After Pavlick was arrested in Florida, Sweeney wrote, he made self-incriminating statements about his intent to harm the President. "The police also found a letter on Pavlick's person that said ... it was Pavlick's intention to 'remove him in any way possible.'"
Richard Pavlick published his own 77-page memoir, "Six Years in Hell," which is available on the Belmont town website. He insisted he was innocent.
He was never out of New Hampshire during the period he was accused of sending those postcards to Belmont, he wrote. And the dynamite, he said, was to get rid of stumps on his land.
Pavlick said he was heading to Mexico that December, but couldn't sell his home, so he transferred his property to a local couple "to give them a chance to own their own home." They gave a mortgage to Spaulding Youth Center, which took the property when the couple couldn't pay the $25 a month, he wrote.
After his arrest, Pavlick was sent to psychiatric hospitals in Washington, D.C., and Springfield, Mo. He never stood trial, and the federal charges were later dropped.
Pavlick then spent 2½ years at the state hospital in Concord.
In 1966, after the Manchester Union Leader started looking into his case, publisher William Loeb began an editorial campaign to free Pavlick.
Sweeney, who by then was police chief in Belmont, opposed those efforts.
Pavlick had been writing letters from the hospital to Postmaster Murphy, "making veiled threats that the Postal Service may have made a hero out of Murphy, but someday Pavlick would be released and would be coming to see Murphy and 'congratulate him in person for the award he had received' for turning Pavlick in," Sweeney wrote.
"The postmaster kept sharing these letters with me and was obviously very shaken by them and concerned for the safety of himself and his family," he wrote. "The federal government had lost interest in Pavlick, and I felt that I was on my own as the lone full-time police officer in town to protect this family."
Sweeney wrote Loeb a personal letter, warning him that Pavlick was "still dangerous despite his age."
Released on parole
On Dec. 13, 1966, a judge ordered Pavlick, then 79, released on parole.
Pavlick rented an apartment in Manchester, renewed his driver's license and registered a car. And "almost immediately," Sweeney began getting worried calls from the Murphy family. "Pavlick would show up at various hours of the day, park just down the road from the Murphy residence and stare at the house."
Back then, there were no laws against "stalking," Sweeney said, so he just tried to keep an eye on the old man.
Pavlick, a World War I veteran, died on Veterans Day in 1975 at the V.A. Medical Center in Manchester. He was 88.
In the dedication of his memoir, Pavlick wrote: "To William Loeb of the Manchester Union Leader, I owe my life for he believed in me and had his reporter dig out the truth."
That reporter, Arthur Egan, wrote one last piece about the controversial figure, published on Nov. 14, 1975.
Egan wrote that he was ashamed he hadn't continued to help Pavlick clear his name after his release.

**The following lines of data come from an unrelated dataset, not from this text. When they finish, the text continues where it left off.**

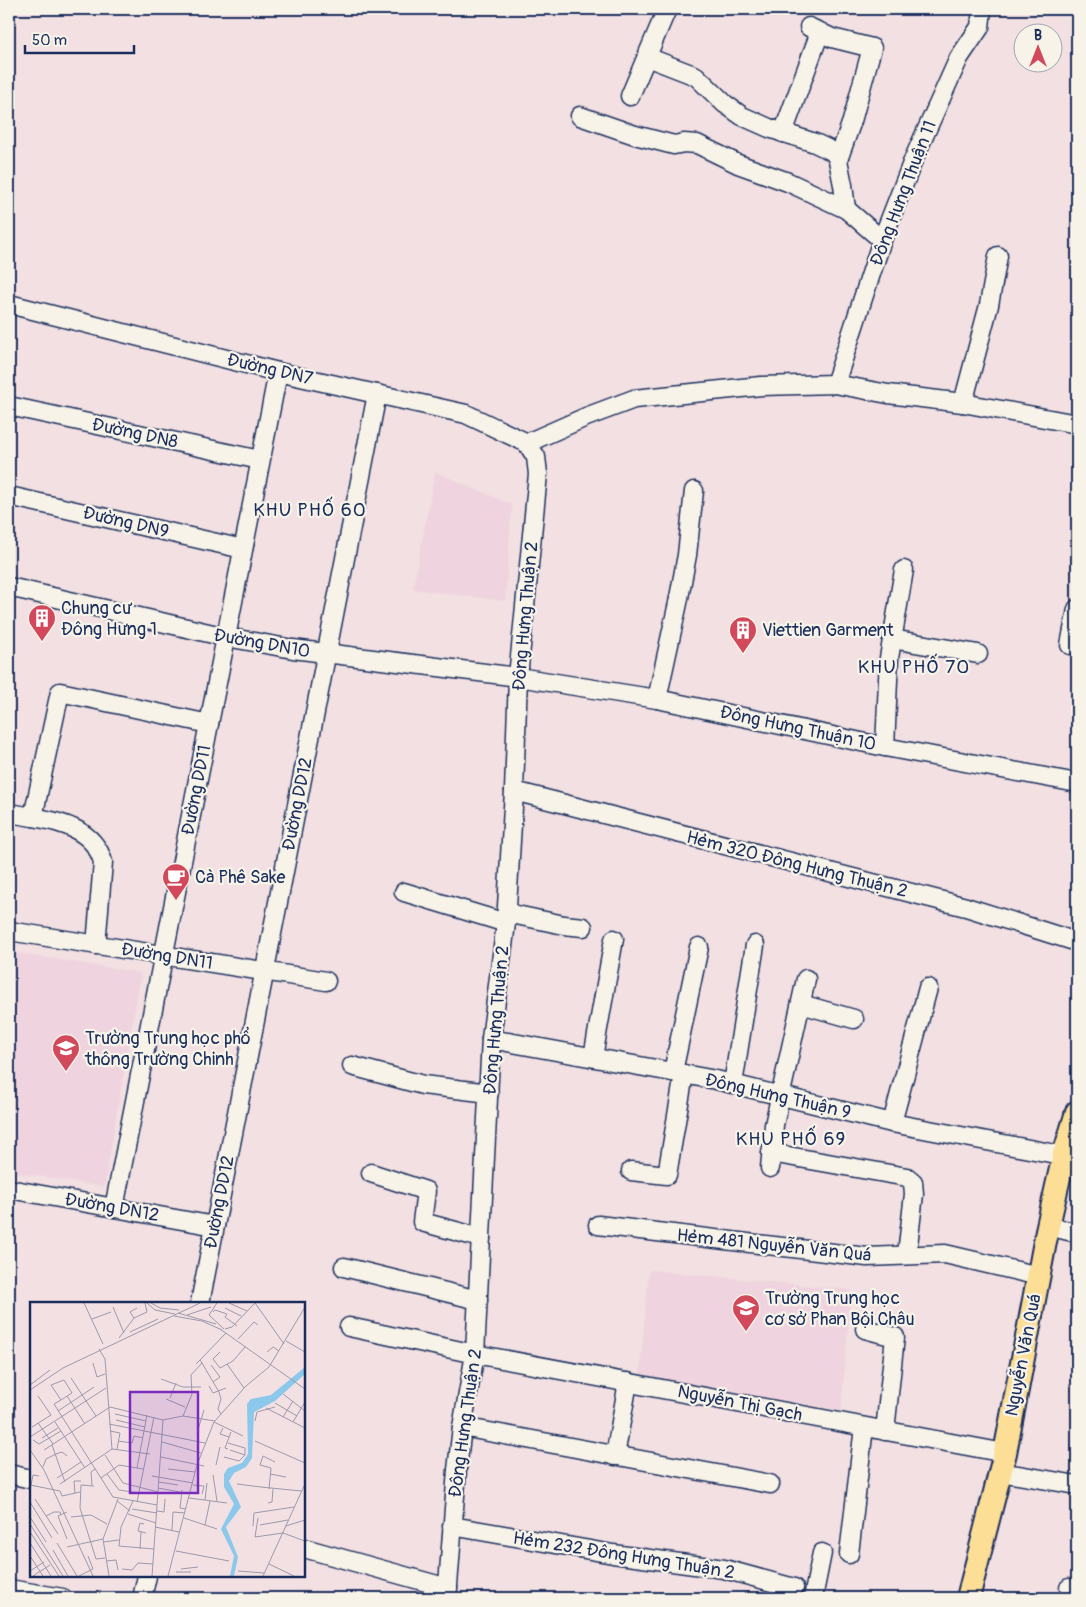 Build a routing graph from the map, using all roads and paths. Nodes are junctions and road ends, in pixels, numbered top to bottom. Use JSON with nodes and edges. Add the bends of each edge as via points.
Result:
{"nodes":[{"id":1,"x":667,"y":9,"type":"edge"},
{"id":2,"x":982,"y":9,"type":"edge"},
{"id":3,"x":647,"y":57,"type":"junction"},
{"id":4,"x":630,"y":96,"type":"dead end"},
{"id":5,"x":580,"y":116,"type":"dead end"},
{"id":6,"x":783,"y":133,"type":"junction"},
{"id":7,"x":838,"y":160,"type":"junction"},
{"id":8,"x":846,"y":208,"type":"junction"},
{"id":9,"x":882,"y":240,"type":"junction"},
{"id":10,"x":998,"y":256,"type":"dead end"},
{"id":11,"x":9,"y":304,"type":"edge"},
{"id":12,"x":278,"y":372,"type":"junction"},
{"id":13,"x":835,"y":384,"type":"junction"},
{"id":14,"x":377,"y":394,"type":"junction"},
{"id":15,"x":963,"y":403,"type":"junction"},
{"id":16,"x":9,"y":406,"type":"edge"},
{"id":17,"x":1077,"y":424,"type":"edge"},
{"id":18,"x":527,"y":443,"type":"junction"},
{"id":19,"x":260,"y":460,"type":"junction"},
{"id":20,"x":694,"y":491,"type":"dead end"},
{"id":21,"x":9,"y":496,"type":"edge"},
{"id":22,"x":243,"y":549,"type":"junction"},
{"id":23,"x":904,"y":570,"type":"dead end"},
{"id":24,"x":9,"y":587,"type":"edge"},
{"id":25,"x":1077,"y":609,"type":"edge"},
{"id":26,"x":226,"y":637,"type":"junction"},
{"id":27,"x":892,"y":639,"type":"junction"},
{"id":28,"x":1070,"y":645,"type":"dead end"},
{"id":29,"x":327,"y":654,"type":"junction"},
{"id":30,"x":978,"y":654,"type":"dead end"},
{"id":31,"x":518,"y":677,"type":"junction"},
{"id":32,"x":657,"y":699,"type":"junction"},
{"id":33,"x":209,"y":724,"type":"junction"},
{"id":34,"x":885,"y":747,"type":"junction"},
{"id":35,"x":1077,"y":783,"type":"edge"},
{"id":36,"x":514,"y":791,"type":"junction"},
{"id":37,"x":9,"y":813,"type":"edge"},
{"id":38,"x":33,"y":817,"type":"junction"},
{"id":39,"x":404,"y":892,"type":"dead end"},
{"id":40,"x":506,"y":918,"type":"junction"},
{"id":41,"x":583,"y":927,"type":"dead end"},
{"id":42,"x":9,"y":931,"type":"edge"},
{"id":43,"x":614,"y":939,"type":"dead end"},
{"id":44,"x":1077,"y":942,"type":"edge"},
{"id":45,"x":96,"y":945,"type":"junction"},
{"id":46,"x":755,"y":945,"type":"dead end"},
{"id":47,"x":699,"y":947,"type":"dead end"},
{"id":48,"x":164,"y":955,"type":"junction"},
{"id":49,"x":264,"y":971,"type":"junction"},
{"id":50,"x":806,"y":979,"type":"dead end"},
{"id":51,"x":326,"y":981,"type":"dead end"},
{"id":52,"x":928,"y":988,"type":"dead end"},
{"id":53,"x":801,"y":1004,"type":"junction"},
{"id":54,"x":854,"y":1019,"type":"dead end"},
{"id":55,"x":491,"y":1038,"type":"junction"},
{"id":56,"x":592,"y":1057,"type":"junction"},
{"id":57,"x":352,"y":1066,"type":"dead end"},
{"id":58,"x":678,"y":1073,"type":"junction"},
{"id":59,"x":733,"y":1084,"type":"junction"},
{"id":60,"x":489,"y":1093,"type":"junction"},
{"id":61,"x":780,"y":1097,"type":"junction"},
{"id":62,"x":1077,"y":1112,"type":"edge"},
{"id":63,"x":892,"y":1123,"type":"junction"},
{"id":64,"x":1070,"y":1157,"type":"edge"},
{"id":65,"x":631,"y":1171,"type":"dead end"},
{"id":66,"x":371,"y":1173,"type":"dead end"},
{"id":67,"x":9,"y":1189,"type":"edge"},
{"id":68,"x":114,"y":1208,"type":"junction"},
{"id":69,"x":598,"y":1225,"type":"dead end"},
{"id":70,"x":215,"y":1226,"type":"junction"},
{"id":71,"x":1048,"y":1226,"type":"junction"},
{"id":72,"x":1077,"y":1232,"type":"edge"},
{"id":73,"x":481,"y":1238,"type":"junction"},
{"id":74,"x":908,"y":1254,"type":"junction"},
{"id":75,"x":344,"y":1267,"type":"dead end"},
{"id":76,"x":1039,"y":1276,"type":"junction"},
{"id":77,"x":478,"y":1300,"type":"junction"},
{"id":78,"x":200,"y":1302,"type":"edge"},
{"id":79,"x":349,"y":1327,"type":"dead end"},
{"id":80,"x":865,"y":1329,"type":"dead end"},
{"id":81,"x":475,"y":1354,"type":"junction"},
{"id":82,"x":628,"y":1382,"type":"junction"},
{"id":83,"x":462,"y":1427,"type":"junction"},
{"id":84,"x":864,"y":1427,"type":"junction"},
{"id":85,"x":885,"y":1430,"type":"junction"},
{"id":86,"x":615,"y":1456,"type":"junction"},
{"id":87,"x":1002,"y":1462,"type":"junction"},
{"id":88,"x":9,"y":1474,"type":"edge"},
{"id":89,"x":30,"y":1479,"type":"edge"},
{"id":90,"x":770,"y":1484,"type":"dead end"},
{"id":91,"x":1077,"y":1485,"type":"edge"},
{"id":92,"x":452,"y":1526,"type":"junction"},
{"id":93,"x":305,"y":1548,"type":"edge"},
{"id":94,"x":822,"y":1553,"type":"dead end"},
{"id":95,"x":849,"y":1554,"type":"dead end"},
{"id":96,"x":147,"y":1577,"type":"edge"},
{"id":97,"x":794,"y":1588,"type":"dead end"},
{"id":98,"x":9,"y":1589,"type":"edge"},
{"id":99,"x":448,"y":1593,"type":"edge"},
{"id":100,"x":63,"y":1598,"type":"edge"},
{"id":101,"x":142,"y":1598,"type":"edge"},
{"id":102,"x":813,"y":1598,"type":"edge"},
{"id":103,"x":968,"y":1598,"type":"edge"}],
"edges":[{"from":1,"to":3,"type":"street"},
{"from":2,"to":9,"type":"street","name":"Đông Hưng Thuận 11","via":[[980,27],[958,58]]},
{"from":3,"to":4,"type":"street"},
{"from":3,"to":6,"type":"street","via":[[696,76],[742,116]]},
{"from":5,"to":8,"type":"street","via":[[674,145],[697,144]]},
{"from":6,"to":7,"type":"street","via":[[828,149]]},
{"from":6,"to":7,"type":"street","via":[[814,30],[872,48]]},
{"from":7,"to":8,"type":"street"},
{"from":8,"to":9,"type":"street"},
{"from":9,"to":13,"type":"street","name":"Đông Hưng Thuận 11"},
{"from":10,"to":15,"type":"street","via":[[989,305]]},
{"from":11,"to":12,"type":"street","name":"Đường DN7"},
{"from":12,"to":14,"type":"street","name":"Đường DN7"},
{"from":12,"to":19,"type":"street","name":"Đường DD11"},
{"from":13,"to":15,"type":"street"},
{"from":13,"to":18,"type":"street","via":[[761,386],[634,399]]},
{"from":14,"to":18,"type":"street","name":"Đường DN7","via":[[466,414]]},
{"from":14,"to":29,"type":"street","name":"Đường DD12"},
{"from":15,"to":17,"type":"street"},
{"from":16,"to":19,"type":"street","name":"Đường DN8"},
{"from":18,"to":31,"type":"street","name":"Đông Hưng Thuận 2","via":[[536,457],[538,474]]},
{"from":19,"to":22,"type":"street","name":"Đường DD11"},
{"from":20,"to":32,"type":"street","via":[[678,603]]},
{"from":21,"to":22,"type":"street","name":"Đường DN9"},
{"from":22,"to":26,"type":"street","name":"Đường DD11"},
{"from":23,"to":27,"type":"street"},
{"from":24,"to":26,"type":"street","name":"Đường DN10"},
{"from":25,"to":28,"type":"street"},
{"from":26,"to":29,"type":"street","name":"Đường DN10"},
{"from":26,"to":33,"type":"street","name":"Đường DD11"},
{"from":27,"to":30,"type":"street"},
{"from":27,"to":34,"type":"street"},
{"from":29,"to":31,"type":"street","name":"Đường DN10"},
{"from":29,"to":49,"type":"street","name":"Đường DD12"},
{"from":31,"to":32,"type":"street","name":"Đông Hưng Thuận 10"},
{"from":31,"to":36,"type":"street","name":"Đông Hưng Thuận 2"},
{"from":32,"to":34,"type":"street","name":"Đông Hưng Thuận 10"},
{"from":33,"to":38,"type":"street","via":[[60,692]]},
{"from":33,"to":48,"type":"street","name":"Đường DD11"},
{"from":34,"to":35,"type":"street","name":"Đông Hưng Thuận 10"},
{"from":36,"to":40,"type":"street","name":"Đông Hưng Thuận 2"},
{"from":36,"to":44,"type":"street","name":"Hẻm 320 Đông Hưng Thuận 2","via":[[966,907]]},
{"from":37,"to":38,"type":"street"},
{"from":38,"to":45,"type":"street","via":[[78,830],[100,853],[103,862]]},
{"from":39,"to":40,"type":"street"},
{"from":40,"to":41,"type":"street"},
{"from":40,"to":55,"type":"street","name":"Đông Hưng Thuận 2"},
{"from":42,"to":45,"type":"street","name":"Đường DN11"},
{"from":43,"to":56,"type":"street"},
{"from":45,"to":48,"type":"street","name":"Đường DN11"},
{"from":46,"to":59,"type":"street"},
{"from":47,"to":58,"type":"street"},
{"from":48,"to":49,"type":"street","name":"Đường DN11"},
{"from":48,"to":68,"type":"street","name":"Đường DD11"},
{"from":49,"to":51,"type":"street","name":"Đường DN11"},
{"from":49,"to":70,"type":"street","name":"Đường DD12"},
{"from":50,"to":53,"type":"street"},
{"from":52,"to":63,"type":"street"},
{"from":53,"to":54,"type":"street"},
{"from":53,"to":61,"type":"street"},
{"from":55,"to":56,"type":"street","name":"Đông Hưng Thuận 9"},
{"from":55,"to":60,"type":"street","name":"Đông Hưng Thuận 2"},
{"from":56,"to":58,"type":"street","name":"Đông Hưng Thuận 9"},
{"from":57,"to":60,"type":"street","via":[[423,1085]]},
{"from":58,"to":59,"type":"street","name":"Đông Hưng Thuận 9"},
{"from":58,"to":65,"type":"street","via":[[668,1175]]},
{"from":59,"to":61,"type":"street","name":"Đông Hưng Thuận 9"},
{"from":60,"to":73,"type":"street","name":"Đông Hưng Thuận 2"},
{"from":61,"to":63,"type":"street","name":"Đông Hưng Thuận 9"},
{"from":61,"to":74,"type":"street","via":[[770,1160],[906,1177],[913,1182]]},
{"from":62,"to":64,"type":"main road","name":"Nguyễn Văn Quá"},
{"from":63,"to":64,"type":"street","name":"Đông Hưng Thuận 9"},
{"from":64,"to":71,"type":"main road","name":"Nguyễn Văn Quá"},
{"from":66,"to":73,"type":"street","via":[[426,1191],[422,1222]]},
{"from":67,"to":68,"type":"street","name":"Đường DN12"},
{"from":68,"to":70,"type":"street","name":"Đường DN12"},
{"from":69,"to":74,"type":"street","name":"Hẻm 481 Nguyễn Văn Quá","via":[[867,1257]]},
{"from":70,"to":78,"type":"street","name":"Đường DD12"},
{"from":71,"to":72,"type":"street"},
{"from":71,"to":76,"type":"main road","name":"Nguyễn Văn Quá"},
{"from":73,"to":77,"type":"street","name":"Đông Hưng Thuận 2"},
{"from":74,"to":76,"type":"street","name":"Hẻm 481 Nguyễn Văn Quá","via":[[945,1254]]},
{"from":75,"to":77,"type":"street"},
{"from":76,"to":87,"type":"main road","name":"Nguyễn Văn Quá"},
{"from":77,"to":81,"type":"street","name":"Đông Hưng Thuận 2"},
{"from":79,"to":81,"type":"street","name":"Nguyễn Thị Gạch"},
{"from":80,"to":85,"type":"street","via":[[895,1337]]},
{"from":81,"to":82,"type":"street","name":"Nguyễn Thị Gạch"},
{"from":81,"to":83,"type":"street","name":"Đông Hưng Thuận 2"},
{"from":82,"to":84,"type":"street","name":"Nguyễn Thị Gạch"},
{"from":82,"to":86,"type":"street"},
{"from":83,"to":86,"type":"street"},
{"from":83,"to":92,"type":"street","name":"Đông Hưng Thuận 2"},
{"from":84,"to":85,"type":"street","name":"Nguyễn Thị Gạch"},
{"from":84,"to":95,"type":"street"},
{"from":85,"to":87,"type":"street","name":"Nguyễn Thị Gạch"},
{"from":86,"to":90,"type":"street"},
{"from":87,"to":91,"type":"street","name":"Nguyễn Thị Gạch"},
{"from":87,"to":103,"type":"main road","name":"Nguyễn Văn Quá"},
{"from":88,"to":89,"type":"street"},
{"from":92,"to":97,"type":"street","name":"Hẻm 232 Đông Hưng Thuận 2","via":[[613,1554],[724,1569]]},
{"from":92,"to":99,"type":"street","name":"Đông Hưng Thuận 2"},
{"from":93,"to":99,"type":"street"},
{"from":94,"to":102,"type":"street"},
{"from":96,"to":101,"type":"street"},
{"from":98,"to":100,"type":"street"}]}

The man, he said, had a caring side that few outsiders saw.
Whenever Pavlick could — especially on his birthday — he would bring ice cream and cake to patients at the state hospital. And he once asked Egan for help to bring them an old piano he had bought for $25. "Those poor people in my old ward have nothing to do, so I thought they could bang on the piano," he told him.
Sweeney left his position as Belmont chief in 1975 to take a job with the state Division of Motor Vehicles. He's had decades to consider what happened back then, and he finds lessons that resonate in this new age.

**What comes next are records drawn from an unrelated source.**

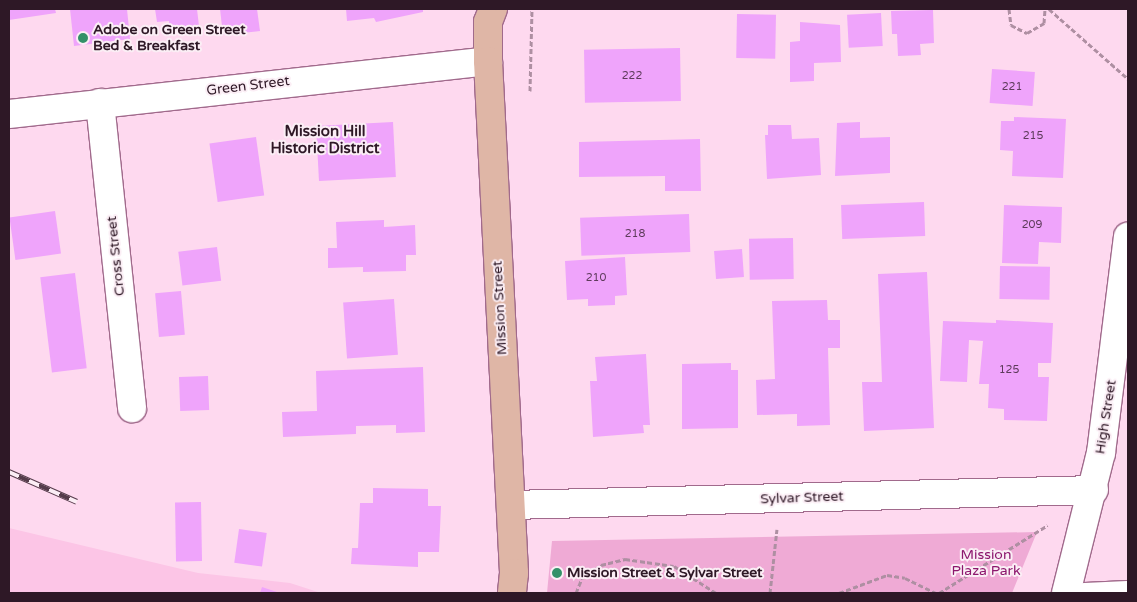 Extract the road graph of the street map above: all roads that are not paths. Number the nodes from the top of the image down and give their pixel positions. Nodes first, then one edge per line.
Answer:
1 (487, 13) edge
2 (488, 61) junction
3 (100, 104) junction
4 (9, 114) edge
5 (1128, 237) edge
6 (132, 408) dead end
7 (1094, 490) junction
8 (511, 505) junction
9 (1128, 591) edge
10 (512, 593) edge
11 (1066, 593) edge
12 (1084, 593) edge

1 - 2 main road, Mission Street
2 - 3 street, Green Street
2 - 8 main road, Mission Street
3 - 4 street, Green Street
3 - 6 street, Cross Street
5 - 7 street, High Street
7 - 8 street, Sylvar Street
7 - 11 street, High Street
8 - 10 main road, Mission Street
9 - 12 lane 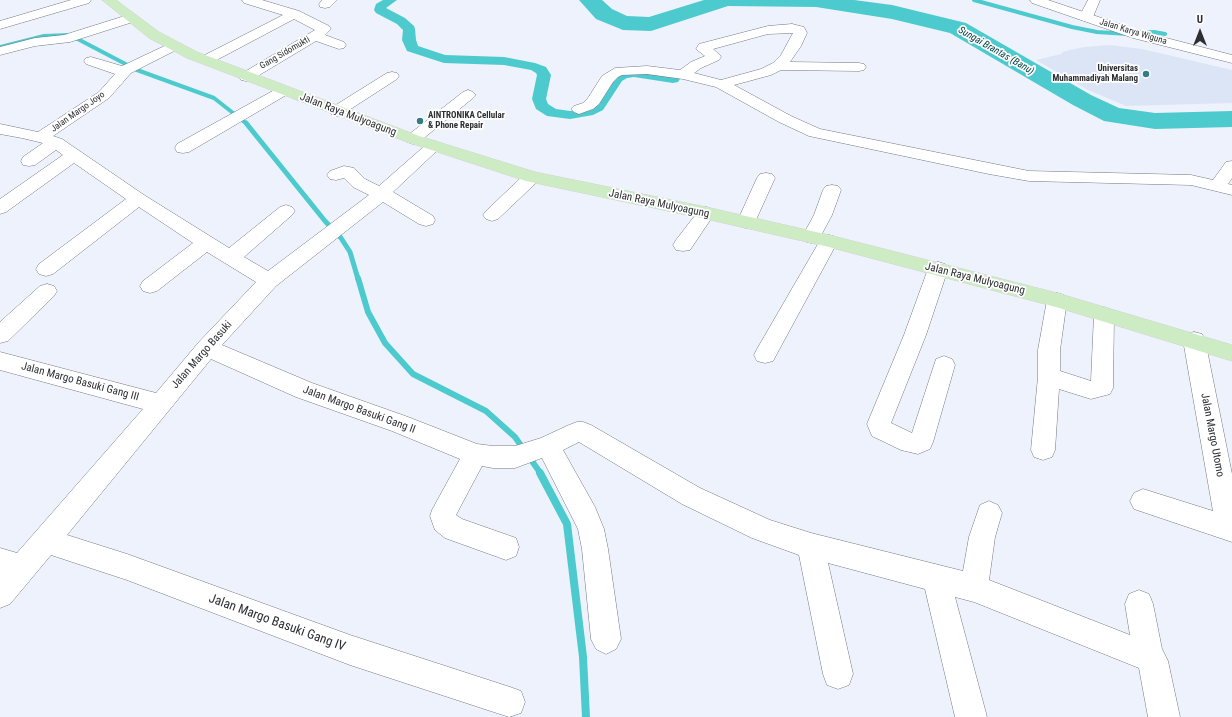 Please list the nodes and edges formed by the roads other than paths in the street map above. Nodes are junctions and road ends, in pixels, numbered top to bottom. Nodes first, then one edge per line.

Unlike Richard Pavlick, Sweeney wrote, "Today's terrorist does not have a second's hesitancy about killing women and children — the more victims, the merrier.
"I know from personal experience how even a small town in the peaceful State of New Hampshire could harbor a terrorist or sleeper cell," he said. "And that the most effective way to root one out is for citizens just like the late Postmaster Thomas M. Murphy to contact the authorities and report suspicious activity, and for the authorities they report it to, to take it seriously and investigate."